[Records from a data source]
+ + + + +

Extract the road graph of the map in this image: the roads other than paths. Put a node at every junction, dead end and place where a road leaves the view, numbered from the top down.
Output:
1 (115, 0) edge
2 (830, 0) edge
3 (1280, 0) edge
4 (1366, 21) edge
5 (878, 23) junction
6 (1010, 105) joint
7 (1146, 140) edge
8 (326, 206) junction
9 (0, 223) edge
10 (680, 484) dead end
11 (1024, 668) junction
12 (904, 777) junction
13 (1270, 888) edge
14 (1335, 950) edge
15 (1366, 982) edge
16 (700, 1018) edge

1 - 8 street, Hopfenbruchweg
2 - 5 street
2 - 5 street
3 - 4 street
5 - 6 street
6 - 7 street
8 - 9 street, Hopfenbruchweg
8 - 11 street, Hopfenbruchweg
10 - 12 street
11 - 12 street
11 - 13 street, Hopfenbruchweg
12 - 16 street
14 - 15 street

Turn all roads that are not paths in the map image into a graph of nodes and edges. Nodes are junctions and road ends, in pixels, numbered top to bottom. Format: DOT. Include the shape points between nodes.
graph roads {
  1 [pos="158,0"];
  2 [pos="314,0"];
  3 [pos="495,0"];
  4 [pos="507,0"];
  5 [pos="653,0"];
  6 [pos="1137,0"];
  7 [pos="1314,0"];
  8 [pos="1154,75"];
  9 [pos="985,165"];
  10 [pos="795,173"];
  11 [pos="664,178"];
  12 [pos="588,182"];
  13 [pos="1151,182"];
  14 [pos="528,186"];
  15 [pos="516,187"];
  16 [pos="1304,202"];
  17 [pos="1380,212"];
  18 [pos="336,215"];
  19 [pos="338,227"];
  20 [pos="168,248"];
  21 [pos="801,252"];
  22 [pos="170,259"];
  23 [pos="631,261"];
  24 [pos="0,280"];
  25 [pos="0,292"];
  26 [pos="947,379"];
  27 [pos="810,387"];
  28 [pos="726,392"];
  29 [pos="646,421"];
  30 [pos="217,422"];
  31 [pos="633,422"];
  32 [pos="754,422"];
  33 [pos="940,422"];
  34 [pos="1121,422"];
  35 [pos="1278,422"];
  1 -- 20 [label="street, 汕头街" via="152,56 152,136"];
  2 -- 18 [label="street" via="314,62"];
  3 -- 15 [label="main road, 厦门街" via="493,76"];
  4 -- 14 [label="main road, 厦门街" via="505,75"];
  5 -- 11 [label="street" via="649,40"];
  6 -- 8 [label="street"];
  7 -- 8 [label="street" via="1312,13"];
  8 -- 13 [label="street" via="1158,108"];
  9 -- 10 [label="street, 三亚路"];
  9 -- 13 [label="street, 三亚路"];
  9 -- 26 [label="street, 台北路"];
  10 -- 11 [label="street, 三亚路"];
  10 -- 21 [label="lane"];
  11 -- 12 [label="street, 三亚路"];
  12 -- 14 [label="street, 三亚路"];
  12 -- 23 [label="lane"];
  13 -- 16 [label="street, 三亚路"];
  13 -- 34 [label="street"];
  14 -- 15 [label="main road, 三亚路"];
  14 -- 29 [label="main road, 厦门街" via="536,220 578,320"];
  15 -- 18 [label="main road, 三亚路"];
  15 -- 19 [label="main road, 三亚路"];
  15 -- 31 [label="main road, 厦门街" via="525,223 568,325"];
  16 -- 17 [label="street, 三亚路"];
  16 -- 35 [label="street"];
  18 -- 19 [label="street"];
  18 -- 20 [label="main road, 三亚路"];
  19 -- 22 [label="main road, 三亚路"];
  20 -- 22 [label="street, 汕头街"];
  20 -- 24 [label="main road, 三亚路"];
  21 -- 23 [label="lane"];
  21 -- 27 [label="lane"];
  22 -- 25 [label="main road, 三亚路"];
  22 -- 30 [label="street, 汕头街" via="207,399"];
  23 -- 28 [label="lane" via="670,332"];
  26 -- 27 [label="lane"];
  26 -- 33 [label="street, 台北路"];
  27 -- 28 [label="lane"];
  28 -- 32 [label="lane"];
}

+ + + + +

Give all of the lines above again, exactly as they are.

■ ANSWER FOR THIS EXERCISE ■
Extract the road graph of the map in this image: the roads other than paths. Put a node at every junction, dead end and place where a road leaves the view, numbered from the top down.
Output:
1 (115, 0) edge
2 (830, 0) edge
3 (1280, 0) edge
4 (1366, 21) edge
5 (878, 23) junction
6 (1010, 105) joint
7 (1146, 140) edge
8 (326, 206) junction
9 (0, 223) edge
10 (680, 484) dead end
11 (1024, 668) junction
12 (904, 777) junction
13 (1270, 888) edge
14 (1335, 950) edge
15 (1366, 982) edge
16 (700, 1018) edge

1 - 8 street, Hopfenbruchweg
2 - 5 street
2 - 5 street
3 - 4 street
5 - 6 street
6 - 7 street
8 - 9 street, Hopfenbruchweg
8 - 11 street, Hopfenbruchweg
10 - 12 street
11 - 12 street
11 - 13 street, Hopfenbruchweg
12 - 16 street
14 - 15 street

Turn all roads that are not paths in the map image into a graph of nodes and edges. Nodes are junctions and road ends, in pixels, numbered top to bottom. Format: DOT. Include the shape points between nodes.
graph roads {
  1 [pos="158,0"];
  2 [pos="314,0"];
  3 [pos="495,0"];
  4 [pos="507,0"];
  5 [pos="653,0"];
  6 [pos="1137,0"];
  7 [pos="1314,0"];
  8 [pos="1154,75"];
  9 [pos="985,165"];
  10 [pos="795,173"];
  11 [pos="664,178"];
  12 [pos="588,182"];
  13 [pos="1151,182"];
  14 [pos="528,186"];
  15 [pos="516,187"];
  16 [pos="1304,202"];
  17 [pos="1380,212"];
  18 [pos="336,215"];
  19 [pos="338,227"];
  20 [pos="168,248"];
  21 [pos="801,252"];
  22 [pos="170,259"];
  23 [pos="631,261"];
  24 [pos="0,280"];
  25 [pos="0,292"];
  26 [pos="947,379"];
  27 [pos="810,387"];
  28 [pos="726,392"];
  29 [pos="646,421"];
  30 [pos="217,422"];
  31 [pos="633,422"];
  32 [pos="754,422"];
  33 [pos="940,422"];
  34 [pos="1121,422"];
  35 [pos="1278,422"];
  1 -- 20 [label="street, 汕头街" via="152,56 152,136"];
  2 -- 18 [label="street" via="314,62"];
  3 -- 15 [label="main road, 厦门街" via="493,76"];
  4 -- 14 [label="main road, 厦门街" via="505,75"];
  5 -- 11 [label="street" via="649,40"];
  6 -- 8 [label="street"];
  7 -- 8 [label="street" via="1312,13"];
  8 -- 13 [label="street" via="1158,108"];
  9 -- 10 [label="street, 三亚路"];
  9 -- 13 [label="street, 三亚路"];
  9 -- 26 [label="street, 台北路"];
  10 -- 11 [label="street, 三亚路"];
  10 -- 21 [label="lane"];
  11 -- 12 [label="street, 三亚路"];
  12 -- 14 [label="street, 三亚路"];
  12 -- 23 [label="lane"];
  13 -- 16 [label="street, 三亚路"];
  13 -- 34 [label="street"];
  14 -- 15 [label="main road, 三亚路"];
  14 -- 29 [label="main road, 厦门街" via="536,220 578,320"];
  15 -- 18 [label="main road, 三亚路"];
  15 -- 19 [label="main road, 三亚路"];
  15 -- 31 [label="main road, 厦门街" via="525,223 568,325"];
  16 -- 17 [label="street, 三亚路"];
  16 -- 35 [label="street"];
  18 -- 19 [label="street"];
  18 -- 20 [label="main road, 三亚路"];
  19 -- 22 [label="main road, 三亚路"];
  20 -- 22 [label="street, 汕头街"];
  20 -- 24 [label="main road, 三亚路"];
  21 -- 23 [label="lane"];
  21 -- 27 [label="lane"];
  22 -- 25 [label="main road, 三亚路"];
  22 -- 30 [label="street, 汕头街" via="207,399"];
  23 -- 28 [label="lane" via="670,332"];
  26 -- 27 [label="lane"];
  26 -- 33 [label="street, 台北路"];
  27 -- 28 [label="lane"];
  28 -- 32 [label="lane"];
}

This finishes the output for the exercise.